高木駅

(三木鉄道・たかぎ) 2007年5月

  近くの畑でワゴン車を駐めて子供を交えた家族が畑いじりをしていた。田舎帰りではなく、父が無理に連れ出してきたのが想像された。線路沿いの土の道に入ってみると、鯉のぼりで、高速道のようなものが架かっている。それで家族旅行したそうな子供の姿が浮かんできた。このつまらない、どこにでもある集落のようなところから車で抜け出して、遠くへ。車でないとするなら、この停留所たる駅が、大旅行の夜明けを担ったこともあるのだろうか。誰かの計画書のはじめに、高木駅と記されるような。

厄神・加古川方。

またこんがり焼けて。

一応駅名標。

三木方。三木駅構内の信号がここに来ている。

 

当駅の特徴。

県道とは反対側に向かう集落の道。

厄神方に歩いて。

 

  鯉のぼりとは奇怪なもので、初めは、蛇のぶつ切りか、もしくは龍の模様で、まず異国のものだとしか思えず、あれが鯉でみなに愛でられている風物詩だと言われ愕然としたものだった。しかしそうしてあの奇妙な物体を取り込んだ。いま、勇ましく自由な魚の表現である一方、現実としてはただの串刺しだという、その相反性が同時に見えてきている。
  あの浮かんできた子の姿、やっぱり別に旅行したそうなんかじゃないな。勝手な いたわりか。

  この駅のホームはちょっとした畑を前にしていて開放感はなくはないし、至って普通の民家もあるし、県道もあるのに、なぜか、どことなく、みなぎる飛躍を発揮できない寂しさが漂っていた。なぜだ…。あの一家やあれら素材はわかっているが、それ以外に何が…、それで、ああ、ここはもう三木駅の一つ手前じゃないか。もう一歩で街なんだ。やはり街の片鱗がはじまっていたわけか。逆に、遠くへ行こうと三木から乗ったのに、一つ手前のありきたりなところで降りてしまったような、歯がゆさ、近所旅の何だかんだ言っての虚しさ。
  ちらっと架かるあの道に想いを乗せて飛ばすことより、鉄道がそこを、まっすぐくぐり抜いているのが大きく見えてきて、その影だけのトンネルが、この取るに足らない一停留所に、大旅行の可能性を暗示しているように、ようやく取れはじめた。

踏切と駅の入口。

高木駅。ホームだけ。

県道へ出る道。

 

  鯉のぼりの支柱を見ていると、厄神で見えた飛べない鳥と重なってきた。

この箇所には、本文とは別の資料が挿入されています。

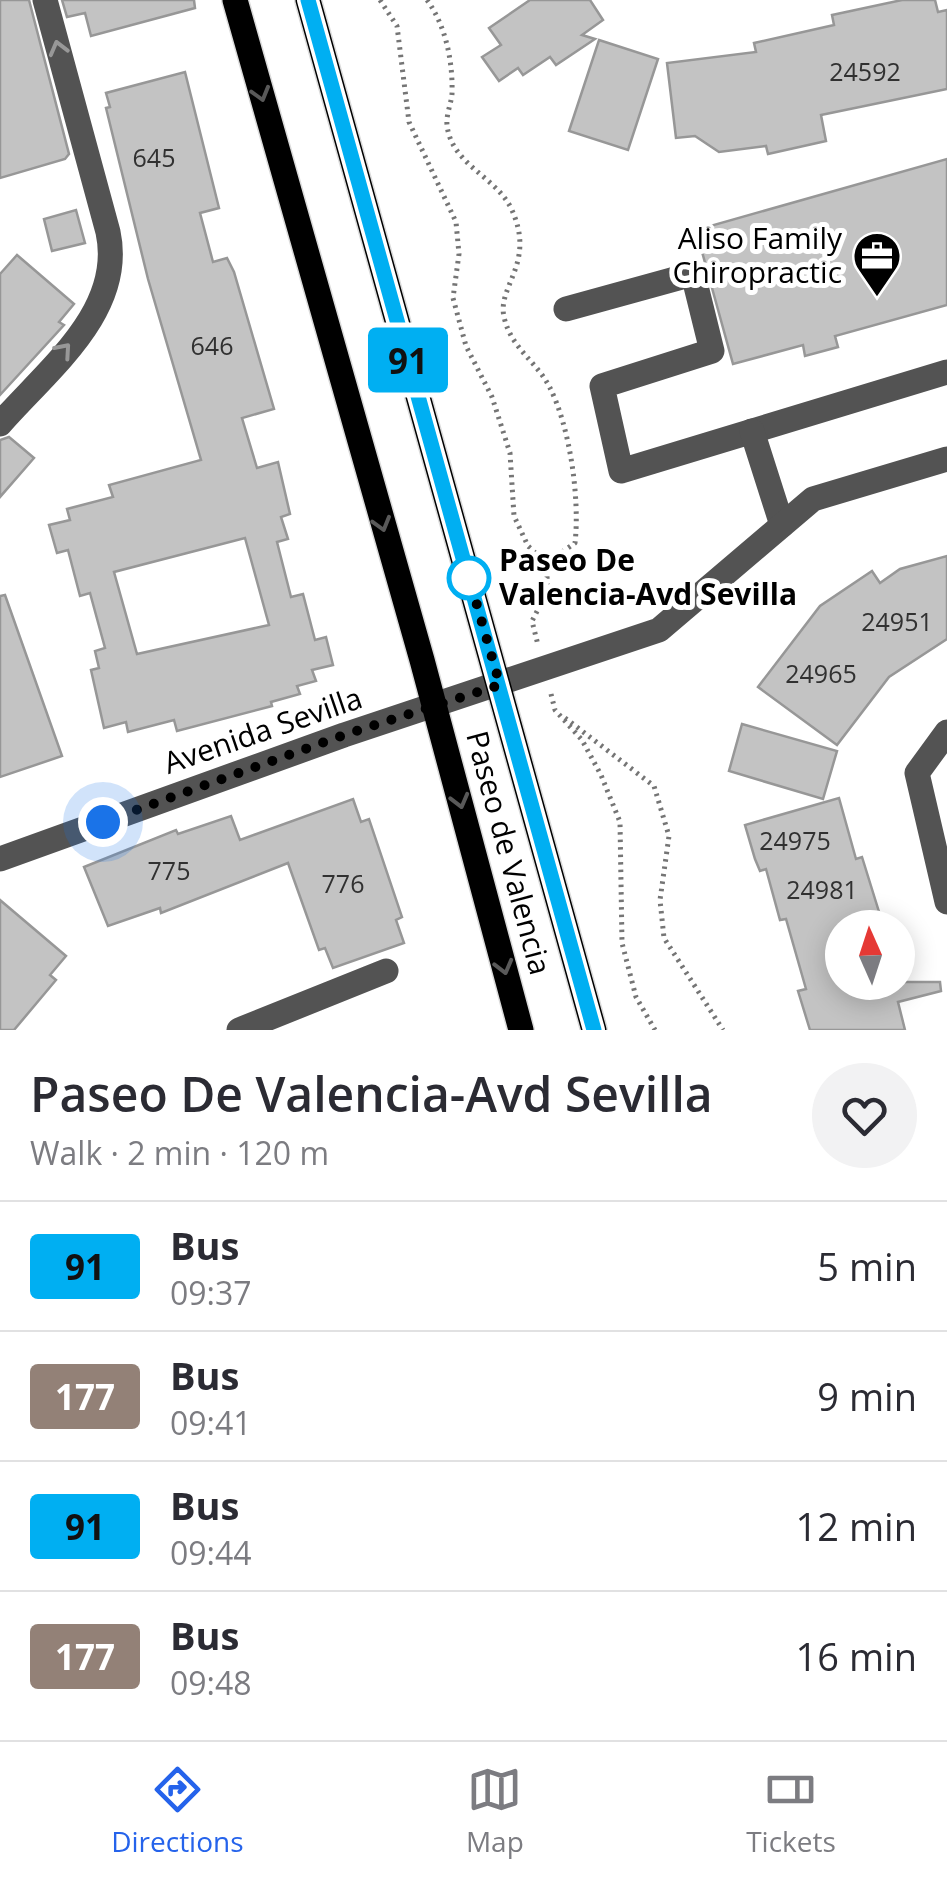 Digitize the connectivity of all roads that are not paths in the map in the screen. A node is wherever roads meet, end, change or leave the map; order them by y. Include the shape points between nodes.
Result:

結局、あの支柱の布に天駆けるものを想像したり、抽象的表現というものを理解しないと、開放感は得られないのが、暮らし、というものなのかしら。
  支柱の上に鳥が、なんの造作も、たくらみもなしに、何羽も行き交っている。
  家庭菜園行きの団体旅行の一行から離れて、独り三木駅へ向かうのには、気持ちよさそうに布が泳いでいるという見方より、それを手にする前の垢のない気持ちの方が、よりふさわしく、また、開放感を誘うものだった。

三木駅へ

県道にて、加古川方。

  三木駅はやはり列車で降りたく、下車するつもりをしていたが予定がくるったため、もう高木駅から歩いた。どうせ三木からの帰りは乗るし、それに何より、好きに歩けるよろこびに憑りつかれていた。駅間をすいすい歩ける錯覚を楽しめるのも、つまらない停留所を増やしてくれたおかげだった。

三木方面に歩いて。トラックが多かった。 鋳物を運搬しているのかもしれない。

都会的な川、というより水路だろうか。

こんなのでも橋梁。

 

  高木駅を離れて歩き続けると、はっきりと市街めいてきた。三木駅は外れにあるといえども、やはり市街余波の流れを汲んでいるようである。しだいに信号も増え、自動車も繁くなり、果てには右手に山が迫って来て、もうここは市街へ急ぐばかりという感じだ。 この三木山は森林公園やホースランドなどが造られる休暇的なものだが、三木市街を南に衛る故郷の山ともなっているのだろう。その緑の下り降る残滓で窮屈な道路に、福井と地名を付けた信号があって、福井がこんな南にあればよいのにと思われた。
  ここを左折だ。地図を見以て入り込むと、駅のありそうな雰囲気はまったくない。また間違いか。しかしおそるおそる進むと、なんだか車検センターみたいで、長い石の土台に車が何台か載っかっているのである。確かにプラットホームみたいだが、駅の雰囲気はまったくない。おかしいなと思いつつもそこを回り込むと、あった、離れたところに三木駅駅舎。
  急に初夏特有の歓びの生暖かさに包まれた。見つけた三木駅が緑霞みの向こうになった。思い出の完成も近かった。